When I am reading MATLAB example: Sequence-to-Sequence Regression Using Deep Learning (https://www.mathworks.com/help/deeplearning/ug/sequence-to-sequence-regression-using-deep-learning.html), I am confused at the data dimension between the lstmLayer() and the fullyConnectedlayer() as marked in red rectangle below
My question is, since the sequence length varies (show in the bar plots above), the number of identical lstm cells will be different (RNN definitions). Therefore, for different sequence length, the complete sequence output by lstmLayer() will be different. Following the lstmLayer is a fullyConnectedLayer, that means the size of the weights and bias will change. How could this happen? Moreover, suppose when predicting, a very long sequence comes in, then the complete sequence output by lstm would be extremely long which is not compatible with the weight and bias matrices?

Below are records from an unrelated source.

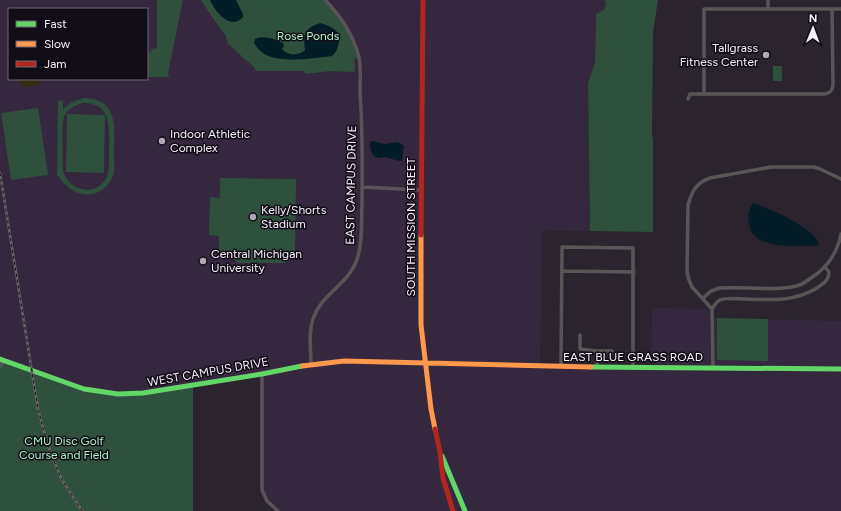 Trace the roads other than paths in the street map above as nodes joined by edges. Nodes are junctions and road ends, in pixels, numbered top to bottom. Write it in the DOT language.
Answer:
graph roads {
  1 [pos="325,0"];
  2 [pos="423,0"];
  3 [pos="768,0"];
  4 [pos="768,9"];
  5 [pos="832,9"];
  6 [pos="841,9"];
  7 [pos="704,93"];
  8 [pos="688,99"];
  9 [pos="841,179"];
  10 [pos="362,187"];
  11 [pos="421,190"];
  12 [pos="841,234"];
  13 [pos="825,267"];
  14 [pos="562,271"];
  15 [pos="634,272"];
  16 [pos="702,298"];
  17 [pos="712,309"];
  18 [pos="580,335"];
  19 [pos="597,351"];
  20 [pos="612,351"];
  21 [pos="2,360"];
  22 [pos="425,363"];
  23 [pos="311,364"];
  24 [pos="0,366"];
  25 [pos="561,366"];
  26 [pos="597,367"];
  27 [pos="633,367"];
  28 [pos="713,367"];
  29 [pos="841,369"];
  30 [pos="262,374"];
  31 [pos="440,452"];
  32 [pos="278,511"];
  33 [pos="453,511"];
  34 [pos="465,511"];
  1 -- 10 [label="street, EAST CAMPUS DRIVE"];
  2 -- 11 [label="street, SOUTH MISSION STREET"];
  3 -- 4 [label="street"];
  4 -- 5 [label="street"];
  4 -- 7 [label="street"];
  5 -- 6 [label="street"];
  5 -- 7 [label="street"];
  7 -- 8 [label="street"];
  9 -- 16 [label="street"];
  10 -- 11 [label="street"];
  10 -- 23 [label="street, EAST CAMPUS DRIVE"];
  11 -- 22 [label="street, SOUTH MISSION STREET"];
  12 -- 13 [label="street"];
  13 -- 16 [label="street"];
  13 -- 17 [label="street"];
  14 -- 15 [label="street"];
  14 -- 15 [label="street"];
  14 -- 25 [label="street"];
  15 -- 27 [label="street"];
  16 -- 17 [label="street"];
  17 -- 28 [label="street"];
  18 -- 19 [label="street"];
  19 -- 20 [label="street"];
  19 -- 26 [label="street"];
  21 -- 24 [label="street"];
  21 -- 30 [label="street, WEST CAMPUS DRIVE"];
  22 -- 23 [label="street, WEST CAMPUS DRIVE"];
  22 -- 25 [label="street, EAST BLUE GRASS ROAD"];
  22 -- 31 [label="street, SOUTH MISSION STREET"];
  23 -- 30 [label="street, WEST CAMPUS DRIVE"];
  25 -- 26 [label="street, EAST BLUE GRASS ROAD"];
  26 -- 27 [label="street, EAST BLUE GRASS ROAD"];
  27 -- 28 [label="street, EAST BLUE GRASS ROAD"];
  28 -- 29 [label="street, EAST BLUE GRASS ROAD"];
  30 -- 32 [label="street"];
  31 -- 33 [label="street, SOUTH MISSION STREET"];
  31 -- 34 [label="street, SOUTH MISSION STREET"];
} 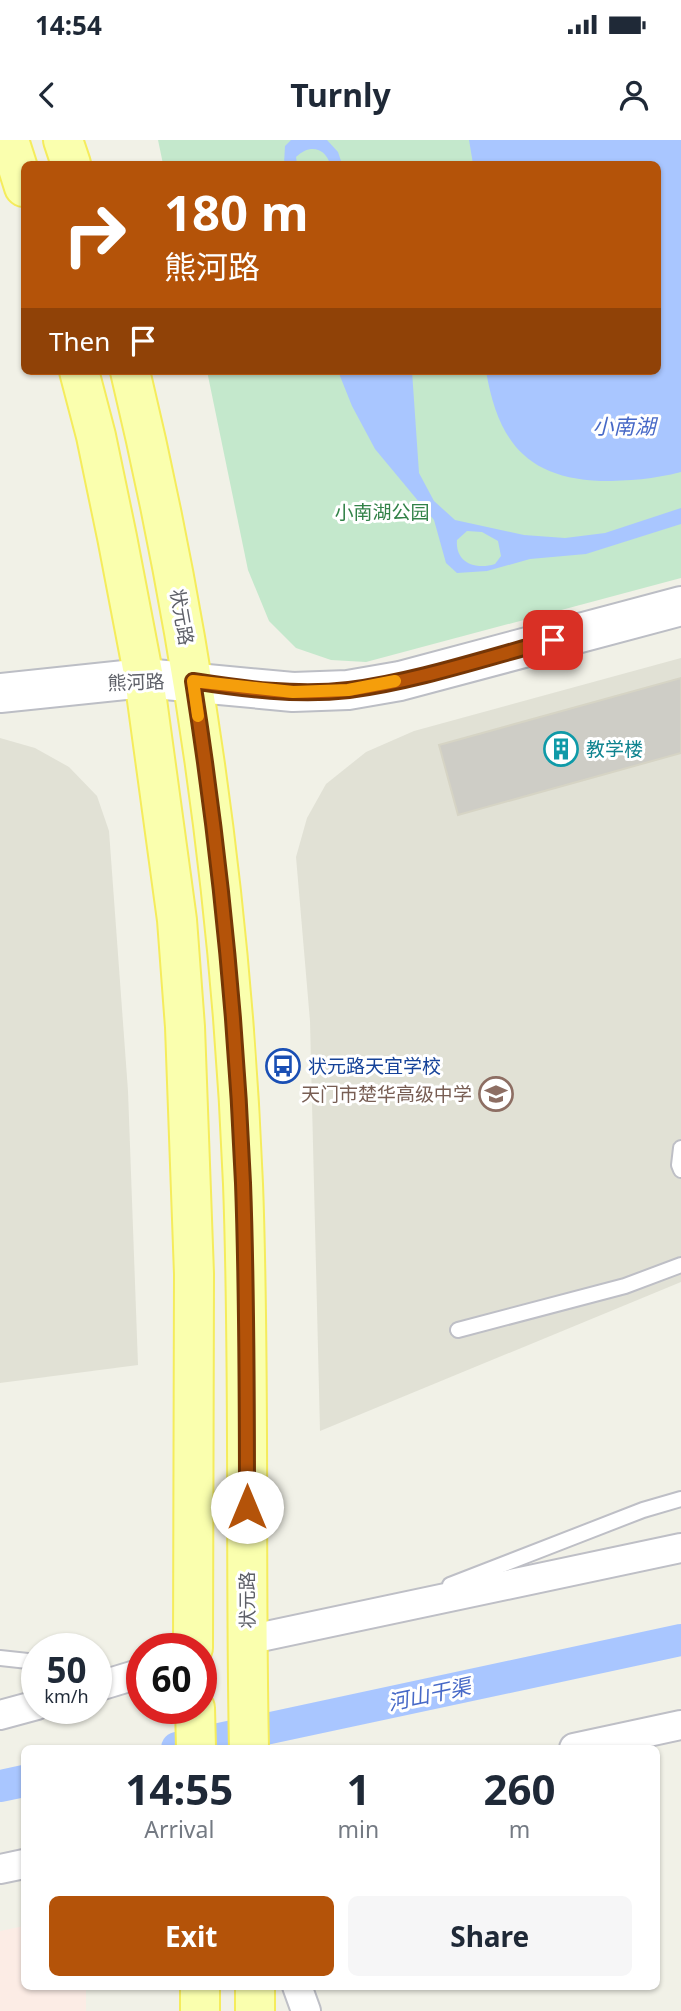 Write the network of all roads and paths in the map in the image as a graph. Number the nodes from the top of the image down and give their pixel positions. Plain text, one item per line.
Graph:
1 (63, 140) edge
2 (7, 148) edge
3 (70, 161) edge
4 (21, 180) edge
5 (80, 375) edge
6 (131, 375) edge
7 (681, 606) edge
8 (144, 678) junction
9 (193, 681) junction
10 (0, 693) edge
11 (681, 1148) edge
12 (681, 1170) edge
13 (681, 1265) edge
14 (458, 1329) dead end
15 (681, 1499) edge
16 (681, 1548) edge
17 (384, 1611) junction
18 (193, 1633) edge
19 (247, 1651) junction
20 (0, 1658) edge
21 (21, 1660) edge
22 (21, 1709) edge
23 (0, 1715) edge
24 (195, 1724) edge
25 (681, 1725) edge
26 (196, 1745) edge
27 (249, 1745) edge
28 (588, 1745) edge
29 (21, 1865) edge
30 (0, 1869) edge
31 (200, 1990) edge
32 (255, 1990) edge
33 (298, 1990) edge
34 (201, 2011) edge
35 (255, 2011) edge
36 (306, 2011) edge

1 - 3 main road
2 - 4 main road
5 - 8 main road
6 - 9 main road, 状元路
7 - 9 street, 熊河路
8 - 9 street, 熊河路
8 - 10 street, 熊河路
8 - 18 main road
9 - 19 main road, 状元路
11 - 12 lane
13 - 14 lane
15 - 17 lane
16 - 17 street
17 - 19 street
19 - 27 main road, 状元路
20 - 21 lane
22 - 23 street
24 - 26 main road
25 - 28 street
29 - 30 street
31 - 34 main road
32 - 35 main road
33 - 36 street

Your answer would be greatly appreaciated, thank you! :).
From a newbie in RNN

Answers (1)

Ben
Ben on 16 Mar 2023
The LSTM and Fully Connected Layer use the same weights and biases for all of the sequence elements. The LSTM works by using it's weights and biases to do 2 things - update the internal states HiddenState and CellState from the previous timestep, and compute the output at the current timestep. In particular it can compute these values using only the values at the current and previous timestep, so it doesn't need to maintain a history of states for every timestep in the sequence.